I sat on a workout machine this morning inhaling the steam ascending from my own body. I was tired. Haha. Come to think of it, I have NEVER worked that hard in my entire (neglected) gym-life. I was sorry, I was weak and I was stalling. I looked to my left and a woman, who seemed to be in just as bad of shape as me, walked in. When I saw her, an unusual awareness overcame me and I suddenly felt a sense of security. It was like I didn't feel so bad about my level of fitness anymore. I knew she and I were the same and we (although there was no "we") were in this together.

Was it wrong for me to size her up, or should I say down? I don't know, but the Holy Spirit quickly jumped to the occasion and used that moment to uncover my own insecurities. It may have been that I felt better around someone who was just as good as me or worse. However, the real issue was that I also felt insecure around a level of greatness that I hadn't acquired myself. Is that you too, or is it just me?

I think all of us feel a bit insignificant around a certain group of people who seem to have it ALL together. We like to puff ourselves up, and dress ourselves up so that perhaps others perceptions of us will reflect what we want, and not what we are. On other occasions, we get a quiet thrill out of hearing about other people's humanity, especially the great ones. Don't get offended. I'm only unmasking my own heart, not yours.
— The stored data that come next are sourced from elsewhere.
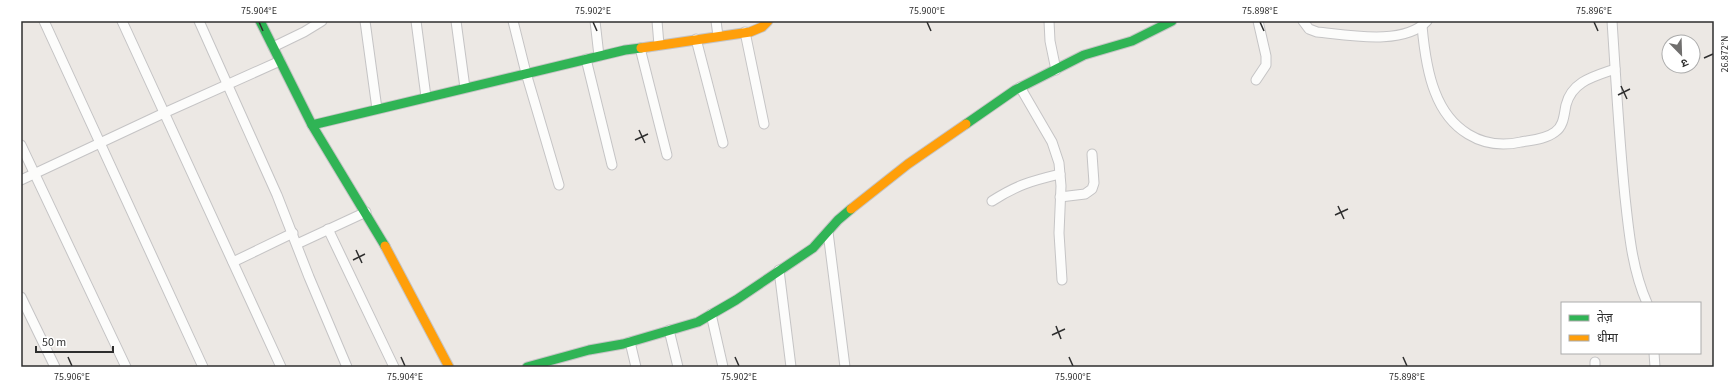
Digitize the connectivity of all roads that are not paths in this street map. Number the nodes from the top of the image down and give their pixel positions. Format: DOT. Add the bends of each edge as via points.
graph roads {
  1 [pos="44,21"];
  2 [pos="122,21"];
  3 [pos="200,21"];
  4 [pos="260,21"];
  5 [pos="322,21"];
  6 [pos="365,21"];
  7 [pos="416,21"];
  8 [pos="456,21"];
  9 [pos="513,21"];
  10 [pos="595,21"];
  11 [pos="657,21"];
  12 [pos="716,21"];
  13 [pos="768,21"];
  14 [pos="1049,21"];
  15 [pos="1172,21"];
  16 [pos="1258,21"];
  17 [pos="1303,21"];
  18 [pos="1612,21"];
  19 [pos="1424,24"];
  20 [pos="745,32"];
  21 [pos="718,36"];
  22 [pos="696,39"];
  23 [pos="659,45"];
  24 [pos="273,47"];
  25 [pos="640,48"];
  26 [pos="599,56"];
  27 [pos="586,59"];
  28 [pos="280,61"];
  29 [pos="1615,69"];
  30 [pos="1056,70"];
  31 [pos="526,73"];
  32 [pos="1256,80"];
  33 [pos="228,84"];
  34 [pos="1020,87"];
  35 [pos="465,88"];
  36 [pos="426,97"];
  37 [pos="377,109"];
  38 [pos="164,113"];
  39 [pos="764,124"];
  40 [pos="312,125"];
  41 [pos="101,143"];
  42 [pos="724,143"];
  43 [pos="21,145"];
  44 [pos="1092,154"];
  45 [pos="667,155"];
  46 [pos="612,165"];
  47 [pos="34,174"];
  48 [pos="1060,174"];
  49 [pos="21,180"];
  50 [pos="559,185"];
  51 [pos="1060,197"];
  52 [pos="992,201"];
  53 [pos="366,212"];
  54 [pos="328,229"];
  55 [pos="828,232"];
  56 [pos="293,233"];
  57 [pos="297,244"];
  58 [pos="233,262"];
  59 [pos="778,270"];
  60 [pos="1062,280"];
  61 [pos="21,297"];
  62 [pos="1647,302"];
  63 [pos="711,314"];
  64 [pos="669,330"];
  65 [pos="630,342"];
  66 [pos="1654,354"];
  67 [pos="55,367"];
  68 [pos="126,367"];
  69 [pos="204,367"];
  70 [pos="281,367"];
  71 [pos="347,367"];
  72 [pos="394,367"];
  73 [pos="449,367"];
  74 [pos="527,367"];
  75 [pos="636,367"];
  76 [pos="678,367"];
  77 [pos="723,367"];
  78 [pos="791,367"];
  79 [pos="845,367"];
  80 [pos="1655,367"];
  1 -- 41 [label="street"];
  2 -- 38 [label="street"];
  3 -- 33 [label="street"];
  4 -- 24 [label="street"];
  5 -- 24 [label="street"];
  6 -- 37 [label="street"];
  7 -- 36 [label="street"];
  8 -- 35 [label="street"];
  9 -- 31 [label="street"];
  10 -- 26 [label="street"];
  11 -- 23 [label="street"];
  12 -- 21 [label="street"];
  13 -- 20 [label="street" via="762,27"];
  14 -- 30 [label="street"];
  15 -- 30 [label="street" via="1132,41 1084,56"];
  16 -- 32 [label="street" via="1266,65"];
  17 -- 19 [label="street" via="1309,29 1317,32 1391,37 1407,34"];
  18 -- 29 [label="street"];
  19 -- 29 [label="street" via="1424,48 1435,92 1445,111 1459,128 1481,141 1500,145 1548,136 1560,128 1566,104 1572,92 1581,83"];
  20 -- 21 [label="street"];
  20 -- 39 [label="street"];
  21 -- 22 [label="street"];
  22 -- 23 [label="street"];
  22 -- 42 [label="street"];
  23 -- 25 [label="street"];
  24 -- 28 [label="street"];
  25 -- 26 [label="street"];
  25 -- 45 [label="street"];
  26 -- 27 [label="street"];
  27 -- 31 [label="street"];
  27 -- 46 [label="street"];
  28 -- 33 [label="street"];
  28 -- 40 [label="street"];
  29 -- 62 [label="street" via="1631,251"];
  30 -- 34 [label="street"];
  31 -- 35 [label="street"];
  31 -- 50 [label="street"];
  33 -- 38 [label="street"];
  33 -- 56 [label="street"];
  34 -- 48 [label="street" via="1052,142"];
  34 -- 55 [label="street" via="908,164 838,220"];
  35 -- 36 [label="street"];
  36 -- 37 [label="street"];
  37 -- 40 [label="street"];
  38 -- 41 [label="street"];
  38 -- 58 [label="street"];
  40 -- 53 [label="street"];
  41 -- 47 [label="street"];
  41 -- 69 [label="street"];
  43 -- 47 [label="street"];
  44 -- 51 [label="street" via="1092,189 1085,194"];
  47 -- 49 [label="street"];
  47 -- 68 [label="street"];
  48 -- 51 [label="street"];
  48 -- 52 [label="street" via="1024,183"];
  51 -- 60 [label="street"];
  53 -- 54 [label="street"];
  53 -- 73 [label="street"];
  54 -- 57 [label="street"];
  54 -- 72 [label="street"];
  55 -- 59 [label="street" via="813,248"];
  55 -- 79 [label="street"];
  56 -- 57 [label="street"];
  56 -- 58 [label="street"];
  57 -- 71 [label="street"];
  58 -- 70 [label="street"];
  59 -- 63 [label="street" via="736,300"];
  59 -- 78 [label="street"];
  61 -- 67 [label="street"];
  63 -- 64 [label="street" via="698,322"];
  63 -- 77 [label="street"];
  64 -- 65 [label="street"];
  64 -- 76 [label="street"];
  65 -- 74 [label="street"];
  65 -- 75 [label="street"];
  66 -- 80 [label="street"];
}
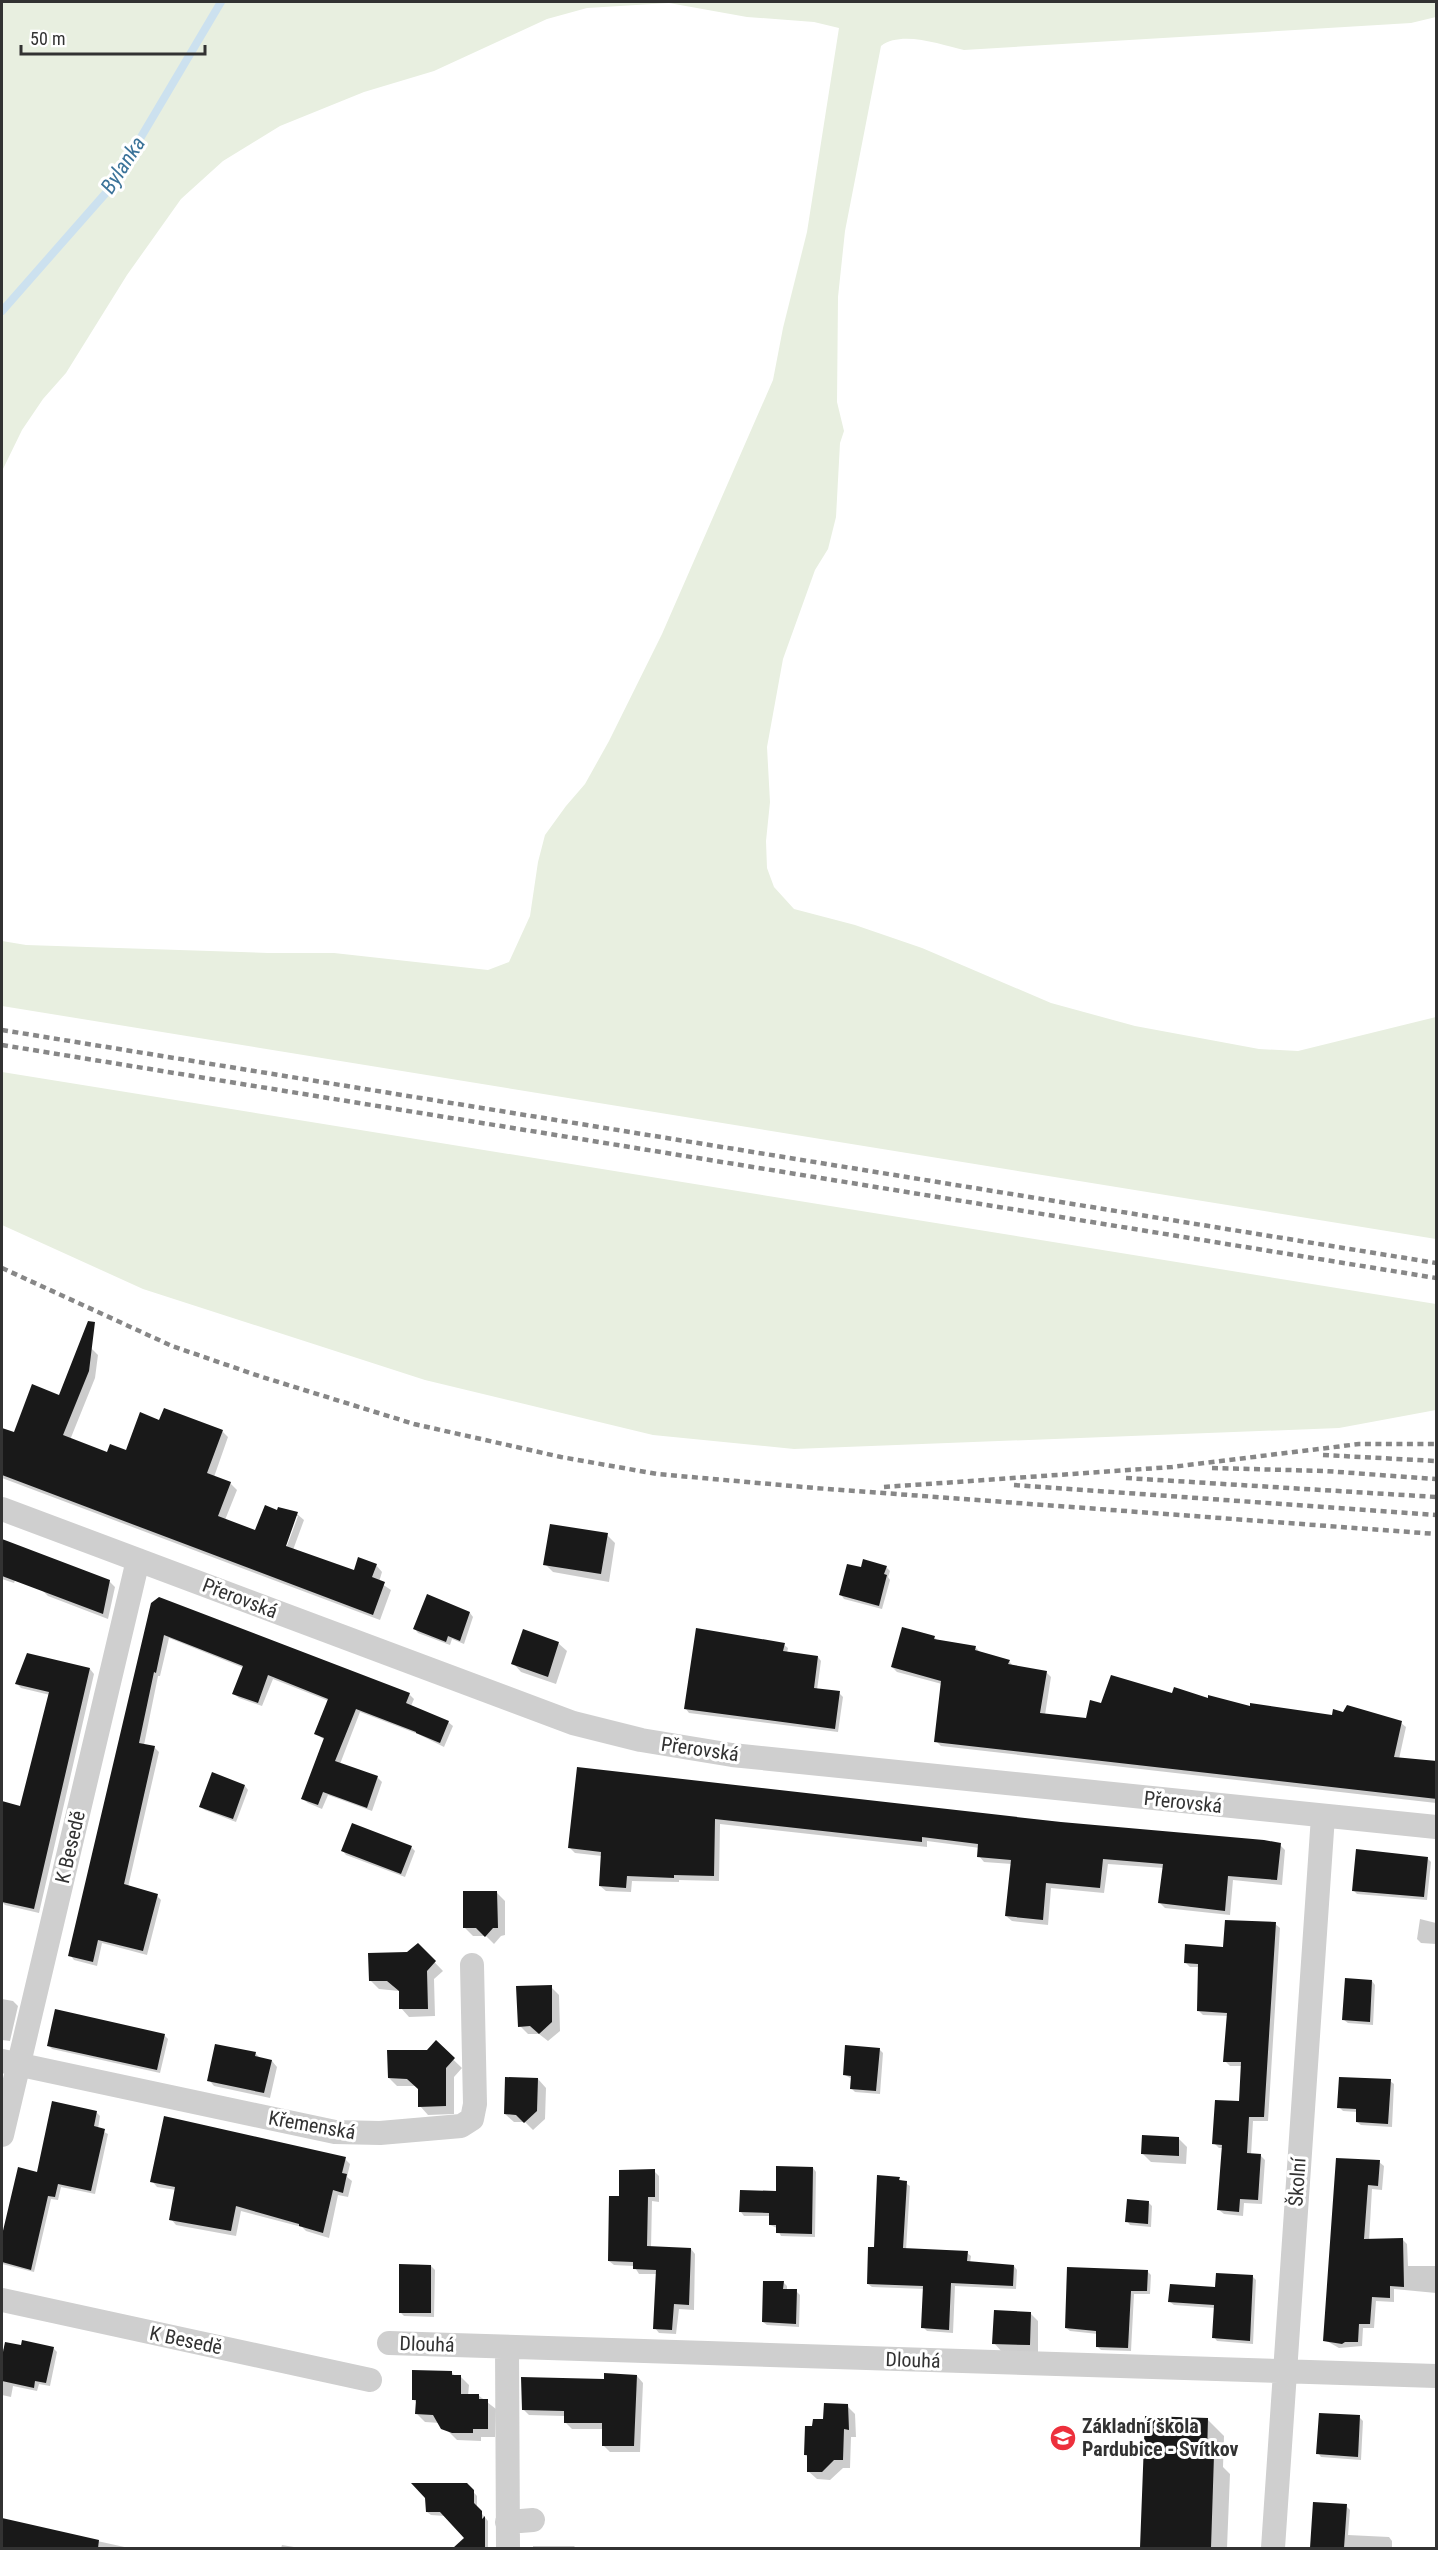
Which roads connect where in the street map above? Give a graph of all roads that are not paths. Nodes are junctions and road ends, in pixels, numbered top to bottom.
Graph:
1 (2, 1509) edge
2 (138, 1560) junction
3 (1323, 1816) junction
4 (1437, 1827) edge
5 (472, 1965) dead end
6 (10, 2063) edge
7 (2, 2135) edge
8 (2, 2300) edge
9 (389, 2343) dead end
10 (507, 2347) junction
11 (1284, 2372) junction
12 (1437, 2376) edge
13 (370, 2380) dead end
14 (533, 2520) dead end
15 (507, 2522) junction
16 (508, 2548) edge
17 (1273, 2548) edge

Why am I talking about this? I'm talking about this because I believe far too many of us miss out on beneficial relationships because we're simply intimidated, or too prideful to listen with our mouths shut. We don't know how to manage the God-relationships in our lives that are meant for our growth, advancement and purpose. I want you to ask yourself the following question:

Who, in my life, am I unwilling to bow to?

"WHOA ... Wait a minute!! I only bow to and reverence the ALMIGHTY GOD," you might say.

Ok.. Well then, let me rephrase that for the mighty-spiritual people, like myself. Who are you not allowing to speak into your life, to get close to you, to look you in the eye, or to see your humanity? Another question I'd like to ask you is, who are you friends with simply because they make you feel better about staying where you are?

Did you know that you're taking up space in their lives and they are taking up space in yours? I know this is a harsh post, but I'm at a point in my life to where I feel as though I need mentors. And, I know that having a successful mentor/mentee relationship will mean hanging around someone who is better at life then I am. It will mean allowing a GREATNESS to call my averageness up to a higher level.

I know I didn't assign an actual scripture for this post, but we can definitely take a lesson from Jesus' relationship with the devout, simon-pure Jewish leaders at the time. We all know that apart of God’s plan was to reconcile ALL to himself as his children, but the question does arise. What if those Jews had accepted him? What if they were not intimidated by his greatness and allowed him to disciple them? What would it have looked like had their more enlightened minds been captivated by, and adjoined with the power of the Holy Spirit, and the Love Of God?

I would agree that the actual events allowed for the qualification of those who were to come. But, the question illuminates possibilities far too great to be over-looked in our own lives. What if you allow someone greater than you to walk with you? What if you became comfortable with greatness, because greatness awaits you?